The party seeking summary judgment has the initial burden of informing the court of the basis for its motion and identifying those portions of the pleadings, depositions, answers to interrogatories, and admissions on file, together with the affidavits, that it believes demonstrate the absence of a genuine issue of material fact. Celotex Corp. v. Catrett, 477 U.S. 317, 323 (1986); see also Fed.R.Civ.P. 56(a), (c). In opposing summary judgment, the nonmoving party cannot rest on its pleadings or merely reassert its previous allegations. Anderson, 477 U.S. at 248-49. It also is not sufficient to “simply show that there is some metaphysical doubt as to the material facts.” Matsushita Elec.

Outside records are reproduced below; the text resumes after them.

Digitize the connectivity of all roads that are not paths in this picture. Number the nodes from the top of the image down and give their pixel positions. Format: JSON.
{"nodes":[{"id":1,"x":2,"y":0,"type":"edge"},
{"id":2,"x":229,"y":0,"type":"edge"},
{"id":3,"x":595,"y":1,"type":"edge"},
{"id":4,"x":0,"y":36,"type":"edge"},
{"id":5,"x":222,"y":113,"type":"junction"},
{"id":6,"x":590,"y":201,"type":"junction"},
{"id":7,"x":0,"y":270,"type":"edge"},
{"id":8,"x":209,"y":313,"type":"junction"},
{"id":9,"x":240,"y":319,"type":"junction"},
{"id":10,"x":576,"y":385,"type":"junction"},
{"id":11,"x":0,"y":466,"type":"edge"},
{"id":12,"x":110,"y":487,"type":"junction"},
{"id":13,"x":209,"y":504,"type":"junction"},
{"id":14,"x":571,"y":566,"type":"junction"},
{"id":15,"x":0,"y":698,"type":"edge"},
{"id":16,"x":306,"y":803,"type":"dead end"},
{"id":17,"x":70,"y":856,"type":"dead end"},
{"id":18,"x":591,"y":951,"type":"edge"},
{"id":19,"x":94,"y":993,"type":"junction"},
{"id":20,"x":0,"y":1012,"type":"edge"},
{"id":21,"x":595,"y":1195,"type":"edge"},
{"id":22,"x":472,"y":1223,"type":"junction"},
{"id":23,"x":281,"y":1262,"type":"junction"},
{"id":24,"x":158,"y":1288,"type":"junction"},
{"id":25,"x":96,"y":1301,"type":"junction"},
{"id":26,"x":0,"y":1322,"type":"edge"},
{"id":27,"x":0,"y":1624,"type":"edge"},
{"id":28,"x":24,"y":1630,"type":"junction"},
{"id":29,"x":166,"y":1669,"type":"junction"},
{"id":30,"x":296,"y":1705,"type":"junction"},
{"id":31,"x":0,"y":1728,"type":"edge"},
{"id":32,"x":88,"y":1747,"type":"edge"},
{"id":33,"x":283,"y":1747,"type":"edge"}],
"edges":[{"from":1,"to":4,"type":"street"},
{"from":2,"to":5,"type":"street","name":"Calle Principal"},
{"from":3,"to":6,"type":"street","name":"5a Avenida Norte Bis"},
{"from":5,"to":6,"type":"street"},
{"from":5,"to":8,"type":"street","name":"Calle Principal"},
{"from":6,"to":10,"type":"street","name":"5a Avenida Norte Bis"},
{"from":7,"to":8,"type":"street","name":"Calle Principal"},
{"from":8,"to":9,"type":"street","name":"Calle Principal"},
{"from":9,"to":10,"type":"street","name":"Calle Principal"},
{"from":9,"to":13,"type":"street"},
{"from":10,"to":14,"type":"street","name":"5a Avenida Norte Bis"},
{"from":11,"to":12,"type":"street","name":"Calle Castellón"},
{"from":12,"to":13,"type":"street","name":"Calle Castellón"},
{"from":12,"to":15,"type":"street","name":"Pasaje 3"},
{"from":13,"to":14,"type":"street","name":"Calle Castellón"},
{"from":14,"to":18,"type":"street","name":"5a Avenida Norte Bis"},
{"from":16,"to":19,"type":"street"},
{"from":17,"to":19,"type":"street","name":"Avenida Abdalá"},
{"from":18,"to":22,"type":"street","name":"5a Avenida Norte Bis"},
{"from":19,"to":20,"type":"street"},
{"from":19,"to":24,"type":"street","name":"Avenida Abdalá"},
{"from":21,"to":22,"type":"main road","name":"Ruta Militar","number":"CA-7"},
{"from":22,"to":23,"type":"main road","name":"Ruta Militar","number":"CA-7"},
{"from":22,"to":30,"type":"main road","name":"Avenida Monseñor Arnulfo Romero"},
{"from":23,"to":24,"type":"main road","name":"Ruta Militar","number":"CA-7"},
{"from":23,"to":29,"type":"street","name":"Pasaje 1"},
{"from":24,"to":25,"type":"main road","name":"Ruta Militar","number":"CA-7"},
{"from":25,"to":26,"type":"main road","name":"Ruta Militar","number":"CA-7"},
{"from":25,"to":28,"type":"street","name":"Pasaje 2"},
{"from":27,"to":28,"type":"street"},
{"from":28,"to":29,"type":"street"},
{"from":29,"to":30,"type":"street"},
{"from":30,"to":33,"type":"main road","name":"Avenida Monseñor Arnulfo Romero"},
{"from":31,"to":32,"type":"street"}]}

Indus. Co., Ltd. v. Zenith Radio Corp., 475 U.S. 574, 586 (1986). The nonmoving party must “go beyond the [unverified] pleadings” and present some type of evidentiary material in support of its position. Celotex Corp., 477 U.S. at 324.
A party's failure “to properly address another party's assertion of fact as required by Rule 56(c)” can result in the court “consider[ing] the fact undisputed for purposes of the motion.” Fed.R.Civ.P. 56(e). Additionally, “[a] district court is not ... obligated to wade through and search the entire record for some specific facts that might support the nonmoving party's claim.” InterRoyal Corp. v. Sponseller, 889 F.2d 108, 111 (6th Cir. 1989). “The court need consider only the cited materials, but it may consider other materials in the record.” Fed.R.Civ.P. 56(c)(3).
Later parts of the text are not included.